Lawnboy 2121 …. on my first Skid-steer that set-up you have there is Identical to first snowblade I used … when I quit using a p/u for commercial plowing I modified my 8' Arctic Blade just like you have done, it worked really well but I soon found that the blade has a tendency to want to float over the ground leaving more snow behind than I cared to see…. The blade also would not cut compacted snow off of the asphalt either so a guy wound up raising the back a bit more than one would if it was on a p/u and remove the skid shoes ….… then I got more greedy and modified the adaptor plate by adding an arm that when you curled out the attachment plate it would put pressure on the a-frame causing the blade to cut "That's where a skid-steer really begins to shine" over the p/u plowers ......… I used that set-up for 9yrs and for a short time (like 1 mth) after I got the new Bcat I guess it was just too much for that blade, the A-frame virtually crumpled, that's when I first looked into a Blizzard 8611, but after the huge purchase of the new skid I made a deal and bought the Bcat blade with wings from the Bcat dealer …. 4yrs with that one but that'll begin another long story of that PITA OEM blade ...….. end of last season I purchased a new 8611 With NO Regrets ! …. Have fun with your set-up


----------



## lawnboy2121 (Jan 25, 2007)

If u look I have ears on the a frame so I can put down pleasure on the plow if I want to back drag or for peeling up hard PAC other wise it floats . Not a big fan of western plows but that one works really well . I have a fisher on my other skid steer and the western backdrags better. I also run a 8 ft box on it most of the time on it ,the plow is for clean up only


----------



## jomama45 (Dec 25, 2008)

BladeBlowBucket;1596679 said:


> So, yah, I'm pretty sure the system has a relief valve built-in and that's what my shop manual shows too, otherwise there would be alot of blown lines under the cab.
> 
> To each his own wether you want to run an additional cushion or relief system


Where does the manual show the thing located? Is it adjustable? I'm curious because my experience is completely different than yours. Are you sure the Bobcat plow didn't have the crossover relief valve, rather than the skid??


----------



## Rod (NH) (Dec 13, 2010)

jomama45;1596844 said:


> Where does the manual show the thing located? Is it adjustable? I'm curious because my experience is completely different than yours. Are you sure the Bobcat plow didn't have the crossover relief valve, rather than the skid??

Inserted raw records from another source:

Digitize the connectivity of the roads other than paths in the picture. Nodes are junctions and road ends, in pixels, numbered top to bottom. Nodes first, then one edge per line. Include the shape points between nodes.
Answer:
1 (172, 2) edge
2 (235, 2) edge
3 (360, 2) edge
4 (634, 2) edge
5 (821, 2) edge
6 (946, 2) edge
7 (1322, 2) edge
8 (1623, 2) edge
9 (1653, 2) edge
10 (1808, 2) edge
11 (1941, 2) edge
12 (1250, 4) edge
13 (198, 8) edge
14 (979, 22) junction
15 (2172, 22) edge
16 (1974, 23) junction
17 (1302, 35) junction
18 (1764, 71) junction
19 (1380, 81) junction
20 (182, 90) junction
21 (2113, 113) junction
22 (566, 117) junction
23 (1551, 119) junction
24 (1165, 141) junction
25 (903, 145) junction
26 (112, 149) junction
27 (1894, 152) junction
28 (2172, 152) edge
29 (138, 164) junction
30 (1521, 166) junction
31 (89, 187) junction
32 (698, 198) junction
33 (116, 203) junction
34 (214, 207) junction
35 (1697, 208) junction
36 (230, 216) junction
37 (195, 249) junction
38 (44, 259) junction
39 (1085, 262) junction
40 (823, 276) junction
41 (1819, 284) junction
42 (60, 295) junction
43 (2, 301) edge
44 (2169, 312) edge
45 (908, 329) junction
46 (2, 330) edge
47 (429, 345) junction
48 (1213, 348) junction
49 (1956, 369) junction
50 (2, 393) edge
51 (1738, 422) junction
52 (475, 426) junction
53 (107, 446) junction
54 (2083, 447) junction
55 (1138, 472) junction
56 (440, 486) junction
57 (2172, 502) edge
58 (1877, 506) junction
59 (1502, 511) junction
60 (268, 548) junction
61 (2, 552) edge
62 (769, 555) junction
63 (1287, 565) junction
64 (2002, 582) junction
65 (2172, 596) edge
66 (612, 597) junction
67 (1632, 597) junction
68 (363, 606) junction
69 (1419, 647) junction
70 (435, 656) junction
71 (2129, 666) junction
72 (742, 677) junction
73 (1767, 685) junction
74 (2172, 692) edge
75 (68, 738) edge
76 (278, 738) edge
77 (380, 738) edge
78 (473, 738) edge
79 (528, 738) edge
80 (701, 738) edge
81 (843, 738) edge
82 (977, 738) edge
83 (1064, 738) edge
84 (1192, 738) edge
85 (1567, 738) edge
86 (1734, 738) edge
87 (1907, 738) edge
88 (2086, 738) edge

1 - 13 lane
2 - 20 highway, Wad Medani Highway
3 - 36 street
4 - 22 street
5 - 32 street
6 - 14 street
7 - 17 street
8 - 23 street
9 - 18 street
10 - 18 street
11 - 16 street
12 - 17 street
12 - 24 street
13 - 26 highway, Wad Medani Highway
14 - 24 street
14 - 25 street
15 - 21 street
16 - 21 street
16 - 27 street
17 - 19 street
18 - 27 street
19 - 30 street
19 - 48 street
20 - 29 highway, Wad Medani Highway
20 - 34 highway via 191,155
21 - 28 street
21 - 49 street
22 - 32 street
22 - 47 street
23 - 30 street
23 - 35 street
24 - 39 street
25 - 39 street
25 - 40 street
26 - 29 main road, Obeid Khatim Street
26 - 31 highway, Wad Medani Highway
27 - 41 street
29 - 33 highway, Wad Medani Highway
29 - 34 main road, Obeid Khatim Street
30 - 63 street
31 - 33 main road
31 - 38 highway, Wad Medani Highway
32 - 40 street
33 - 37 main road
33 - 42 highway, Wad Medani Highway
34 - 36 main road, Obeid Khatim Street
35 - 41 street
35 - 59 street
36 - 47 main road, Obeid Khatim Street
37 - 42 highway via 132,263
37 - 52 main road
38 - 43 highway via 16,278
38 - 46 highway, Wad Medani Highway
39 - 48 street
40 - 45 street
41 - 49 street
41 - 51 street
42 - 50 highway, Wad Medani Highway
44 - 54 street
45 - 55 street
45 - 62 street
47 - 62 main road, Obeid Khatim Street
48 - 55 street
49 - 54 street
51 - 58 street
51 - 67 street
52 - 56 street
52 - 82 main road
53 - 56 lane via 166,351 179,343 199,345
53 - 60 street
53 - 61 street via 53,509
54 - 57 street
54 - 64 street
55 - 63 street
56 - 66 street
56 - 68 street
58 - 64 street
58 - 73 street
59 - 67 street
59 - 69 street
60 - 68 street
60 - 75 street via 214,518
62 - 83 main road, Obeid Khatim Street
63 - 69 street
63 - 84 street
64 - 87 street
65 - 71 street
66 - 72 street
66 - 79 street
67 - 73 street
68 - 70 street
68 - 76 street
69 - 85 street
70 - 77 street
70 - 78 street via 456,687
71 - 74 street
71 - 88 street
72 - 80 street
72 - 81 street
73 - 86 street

He may have work port relief/anti-cavitation valves on his auxiliary spool. My Bobcat S650 does NOT have such port reliefs. When my aux spool is in the neutral position, as it would be during actual plowing, the aux ports are blocked. There is no path back to the skid reservoir from either aux port via the skid main system relief valve. That's why I use a dedicated crossover relief valve on my Fisher truck plow when it is attached to the skid. I consider that a worthwhile investment for equipment safety, at least in my particular case.


----------



## BladeBlowBucket (Feb 6, 2013)

Rod (NH);1597408 said:


> He may have work port relief/anti-cavitation valves on his auxiliary spool. My Bobcat S650 does NOT have such port reliefs. When my aux spool is in the neutral position, as it would be during actual plowing, the aux ports are blocked. There is no path back to the skid reservoir from either aux port via the skid main system relief valve. That's why I use a dedicated crossover relief valve on my Fisher truck plow when it is attached to the skid. I consider that a worthwhile investment for equipment safety, at least in my particular case.

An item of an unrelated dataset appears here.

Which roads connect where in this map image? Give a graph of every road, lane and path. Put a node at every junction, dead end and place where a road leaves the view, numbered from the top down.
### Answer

Gotta say you got me thinking so I phoned up my dealer who sold it to me, sales said they ordered it in for someone else, which became a no-show, then we came along, demo'd it bought it. He explained that some of the machines had the work port relief valve on the aux ports, But is was an add on. It is preset what he thought at 3000psi. The Bcat brand blade was 2 direct lines, one off of each cyl.
He was not sure who or where it happened but they used to do it on request …… Who am I to question that  he explained a bit that the factory was playing with the idea for attachment like their grapples in the era of when mine was built, the part in the book was an addendum specific to it. Sorry, we assumed that because I had it, it was a default feature now. prsport


----------



## purpleranger519 (Jan 1, 2006)

jomama45;1596322 said:


> You sure such a thing exists in the aux. hydraulics?? I can tell you for a fact Bobcats don't have them, as well as most, if not all, of the other makes. Bypasses are cheap insurance IMO, and I can tell you for a fact that I've had far less damage since installing mine..........
> 
> Correct answer, you run it level, like it was designed to be run. When you start running it too high on the back end, you'll slowly where the cutting edge corners off, and destroy the pivots of the plow.
> 
> BTW, looks nice, the chain is the way to go IMO...............Thumbs Up


Couldn't agree more!!! I've never heard of such a thing and I know for a FACT the Bobcats, Cases and New Hollands I've owned did not have such a thing. Crossover relief valve is the cheapest protection you can buy!


----------



## jomama45 (Dec 25, 2008)

Cheap insurance..........................Thumbs Up

https://www.surpluscenter.com/item.asp?item=9-4019-50-H&catname=hydraulic


----------